Grilling Salmon – Cooking Times and Preparation

If you’re a fish lover, the thought of grilling salmon may be enough to make you salivate. There are so many different ways to grill it, so many variations, and every one of them is delicious!

Here are some ideas:

  • Grilled Salmon Teriyaki
  • Salmon with Honey-Citrus Glaze
  • Grilled Lemon Rosemary Salmon
  • Salmon Fillets with Brown Sugar Pecan Glaze
  • Honey Glazed Grilled Salmon Steaks
  • Asian Grilled Salmon
  • Grilled Herbed Salmon
  • Honey Mustard Salmon with Garlic
  • Poached Salmon Steaks
  • Honey Herb Salmon
  • Grilled Salmon with Parsley Butter and Lemon
  • Herb Crusted Salmon with Thyme, Mustard and Oregano
  • Dilled Salmon Steaks
  • Grilled Whole Salmon
  • Poached Salmon Steaks with Tarragon

A different salmon recipe for more than two full weeks of the month! It might be a wild idea, but why not just keep the grill on the whole two weeks?

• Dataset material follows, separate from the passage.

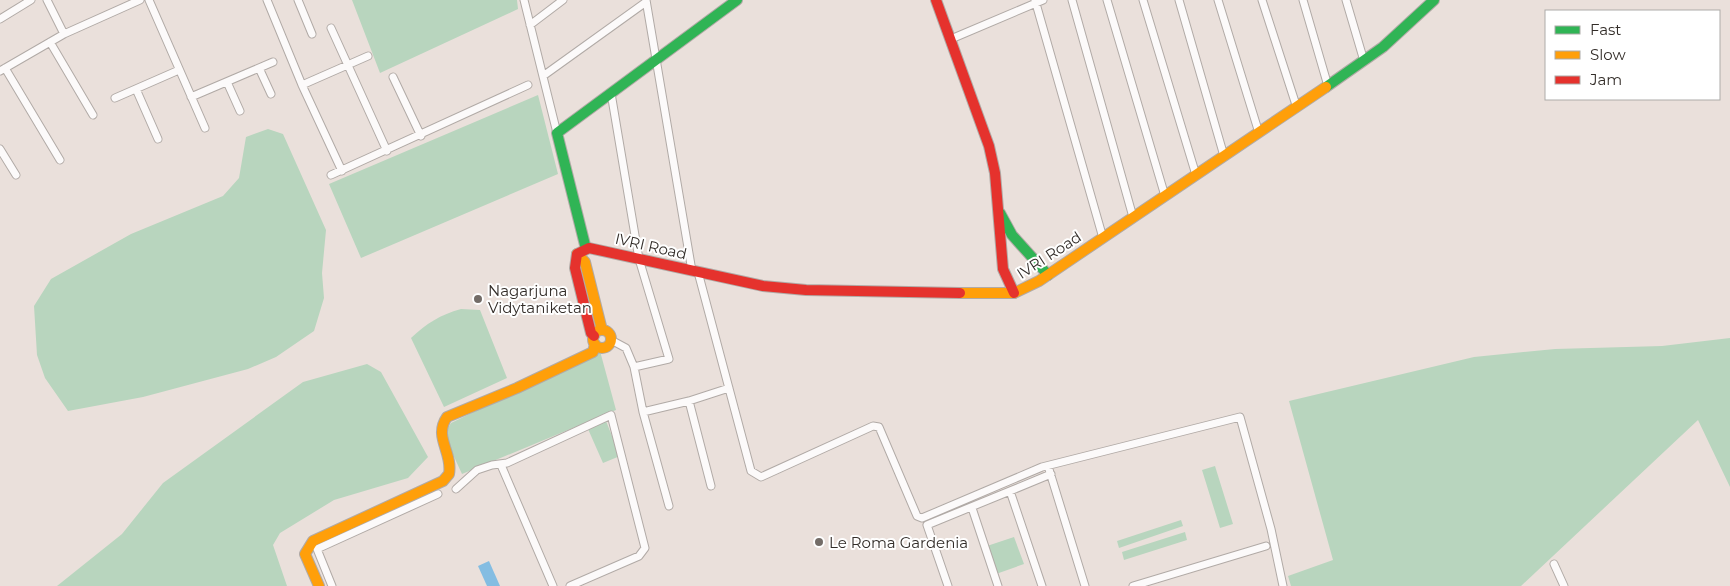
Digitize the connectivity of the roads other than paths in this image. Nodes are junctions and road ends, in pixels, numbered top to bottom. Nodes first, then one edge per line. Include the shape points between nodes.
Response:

The process of grilling salmon starts with the selection of fresh salmon steaks and fillets that are firm in texture and deep, salmon pink in color. The cuts should be smooth, without gaps or muscle fiber separation; this indicates the fish is old. If the salmon is packaged, the container must be airtight with no visible liquid. Liquid can indicate that the fish was previously frozen and has been thawing, and the longer that the fish is submerged in it, the greater the chances of mushy fish meat after cooking.

What Type Salmon Do You Want?

The two primary types of salmon on the market are farm-raised and wild. Farm-raised salmon is often more plentiful and is purchased at a better price, but there is controversy about how the fish are raised, what they are fed, why they are fed antibiotics and growth simulators, and the taste is not as good as wild salmon.

At a Salmon Days Festival in Sacramento, CA several years ago, there was a big display of tanks filled with salmon for the public along with posters to explain different parts of the salmon life cycle. These informational posters mentioned that the immune system of a farm-raised fish of any type was not healthy and strong and resulted in mushy flesh meat after cooking. They also mentioned that whatever we eat becomes part of our own DNA, tissues and organs, and that if we ate fish with an unhealthy immune system we could not expect that that food would contribute to a strong immune system in us. After reading that, I started to do some checking around on the benefits of wild vs. farm-raised salmon and discovered that the benefits of eating and grilling salmon the wild type are hands-down better. I have only eaten wild salmon ever since.

More Professional Proof

Another interesting tidbit of information is that there is a coalition of chefs worldwide that will only cook and grill wild salmon, not the farm-raised version. They’ve become food purists, and will only cook foods that are ‘real’ foods. These same chefs reported that the difference in taste between grilling salmon steaks and fillets of the two different types is remarkable. The wild salmon is filled with flavor, has great texture, and holds up best to any type of cooking method.

How to Grill Salmon

When grilling salmon, fire up the grill to medium high heat. Sprinkle a pinch of sea salt and freshly ground pepper on fresh or thawed salmon fillets or steaks that have been brushed with butter or olive oil. Lay salmon on grill for two minutes, then turn it one quarter turn so that your dinner guests will see the nice grill marks. After two additional minutes, turn salmon over. Cook until meat is opaque and flaky, about 4 additional minutes.

Serve on a bed of rice with vegetables or with red potatoes.

As you can see, grilling salmon is quite easy. You can always add a sprinkle of any single herb, a combination of herbs, soy sauce, hot sauce, honey mustard sauce or just plain lemon to vary the flavor. But whatever type of salmon recipe you decide to cook, always start with wild salmon.